======== Extracted material ========

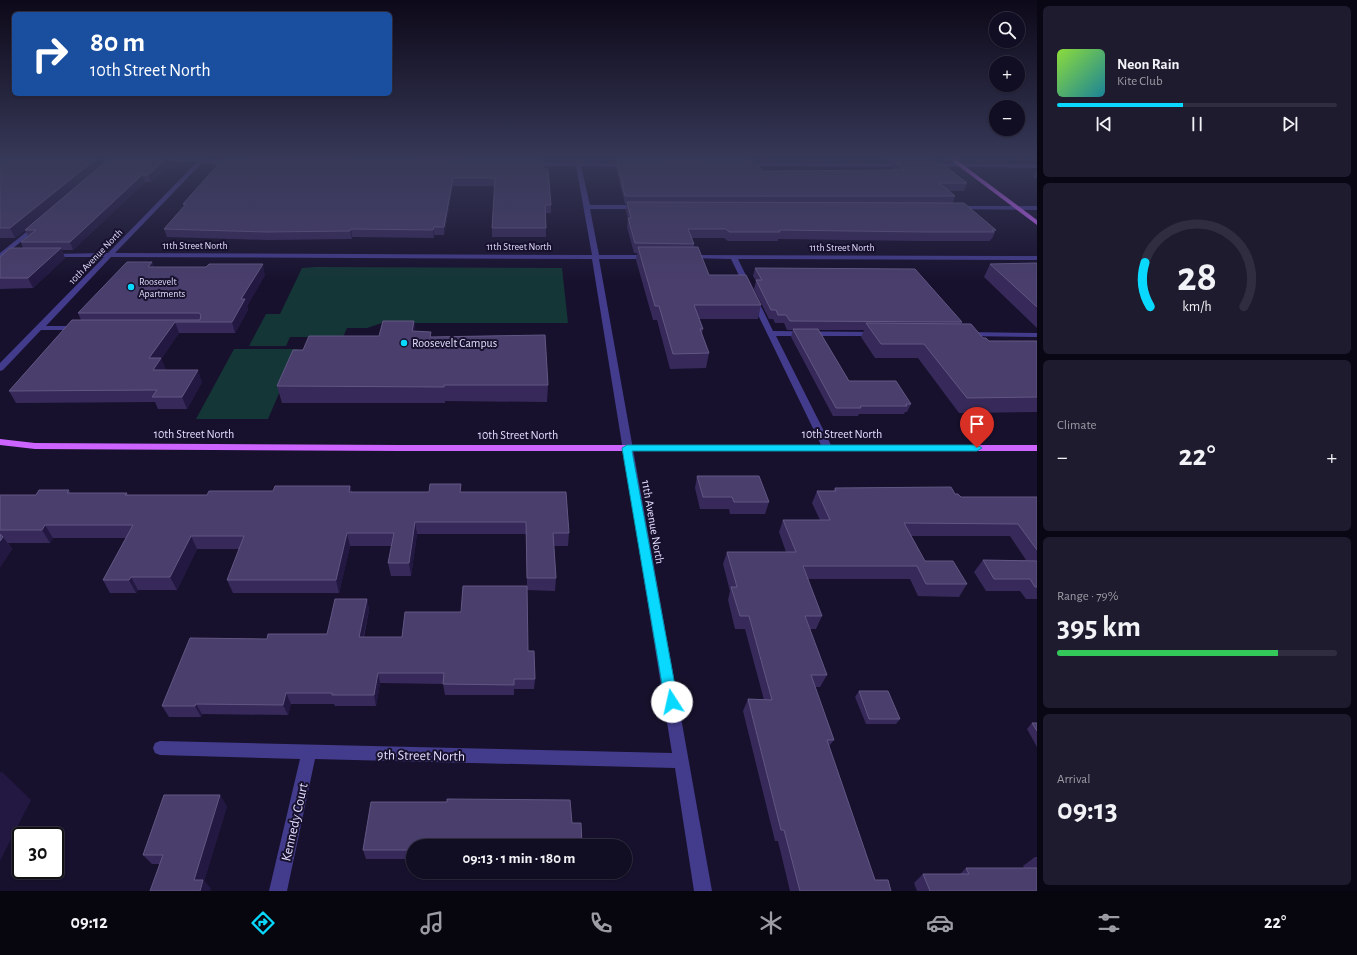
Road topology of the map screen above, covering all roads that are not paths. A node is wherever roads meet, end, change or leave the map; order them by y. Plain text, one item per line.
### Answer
1 (163, 200) edge
2 (585, 200) edge
3 (1006, 200) edge
4 (587, 207) junction
5 (649, 207) edge
6 (948, 208) edge
7 (1017, 208) junction
8 (1037, 208) edge
9 (44, 220) edge
10 (1037, 223) edge
11 (18, 254) edge
12 (1, 255) edge
13 (41, 255) edge
14 (109, 255) junction
15 (595, 256) junction
16 (661, 257) edge
17 (677, 257) edge
18 (733, 257) junction
19 (1037, 258) edge
20 (39, 328) junction
21 (85, 328) edge
22 (771, 333) junction
23 (880, 334) edge
24 (959, 334) edge
25 (1037, 335) edge
26 (0, 368) edge
27 (0, 442) edge
28 (828, 447) junction
29 (627, 448) junction
30 (1037, 448) edge
31 (160, 748) dead end
32 (310, 752) junction
33 (682, 761) junction
34 (278, 891) edge
35 (703, 891) edge

1 - 14 street, 10th Avenue North
2 - 4 street, 11th Avenue North
3 - 7 main road
4 - 5 street
4 - 15 street, 11th Avenue North
6 - 7 street
7 - 8 street
7 - 10 main road
9 - 12 street
11 - 12 street
13 - 14 street, 11th Street North
14 - 15 street, 11th Street North
14 - 20 street, 10th Avenue North
15 - 16 street, 11th Street North
15 - 29 street, 11th Avenue North
17 - 18 street, 11th Street North
18 - 19 street, 11th Street North
18 - 22 street
20 - 21 street
20 - 26 street, 10th Avenue North
22 - 23 street
22 - 28 street
24 - 25 street
27 - 29 main road, 10th Street North
28 - 29 main road, 10th Street North
28 - 30 main road, 10th Street North
29 - 33 street, 11th Avenue North
31 - 32 street, 9th Street North
32 - 33 street, 9th Street North
32 - 34 street, Kennedy Court
33 - 35 street, 11th Avenue North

========

**Work request**
Write the records out in full, word for word; leave every picture behind.

**Task result**
Road topology of the map screen above, covering all roads that are not paths. A node is wherever roads meet, end, change or leave the map; order them by y. Plain text, one item per line.
### Answer
1 (163, 200) edge
2 (585, 200) edge
3 (1006, 200) edge
4 (587, 207) junction
5 (649, 207) edge
6 (948, 208) edge
7 (1017, 208) junction
8 (1037, 208) edge
9 (44, 220) edge
10 (1037, 223) edge
11 (18, 254) edge
12 (1, 255) edge
13 (41, 255) edge
14 (109, 255) junction
15 (595, 256) junction
16 (661, 257) edge
17 (677, 257) edge
18 (733, 257) junction
19 (1037, 258) edge
20 (39, 328) junction
21 (85, 328) edge
22 (771, 333) junction
23 (880, 334) edge
24 (959, 334) edge
25 (1037, 335) edge
26 (0, 368) edge
27 (0, 442) edge
28 (828, 447) junction
29 (627, 448) junction
30 (1037, 448) edge
31 (160, 748) dead end
32 (310, 752) junction
33 (682, 761) junction
34 (278, 891) edge
35 (703, 891) edge

1 - 14 street, 10th Avenue North
2 - 4 street, 11th Avenue North
3 - 7 main road
4 - 5 street
4 - 15 street, 11th Avenue North
6 - 7 street
7 - 8 street
7 - 10 main road
9 - 12 street
11 - 12 street
13 - 14 street, 11th Street North
14 - 15 street, 11th Street North
14 - 20 street, 10th Avenue North
15 - 16 street, 11th Street North
15 - 29 street, 11th Avenue North
17 - 18 street, 11th Street North
18 - 19 street, 11th Street North
18 - 22 street
20 - 21 street
20 - 26 street, 10th Avenue North
22 - 23 street
22 - 28 street
24 - 25 street
27 - 29 main road, 10th Street North
28 - 29 main road, 10th Street North
28 - 30 main road, 10th Street North
29 - 33 street, 11th Avenue North
31 - 32 street, 9th Street North
32 - 33 street, 9th Street North
32 - 34 street, Kennedy Court
33 - 35 street, 11th Avenue North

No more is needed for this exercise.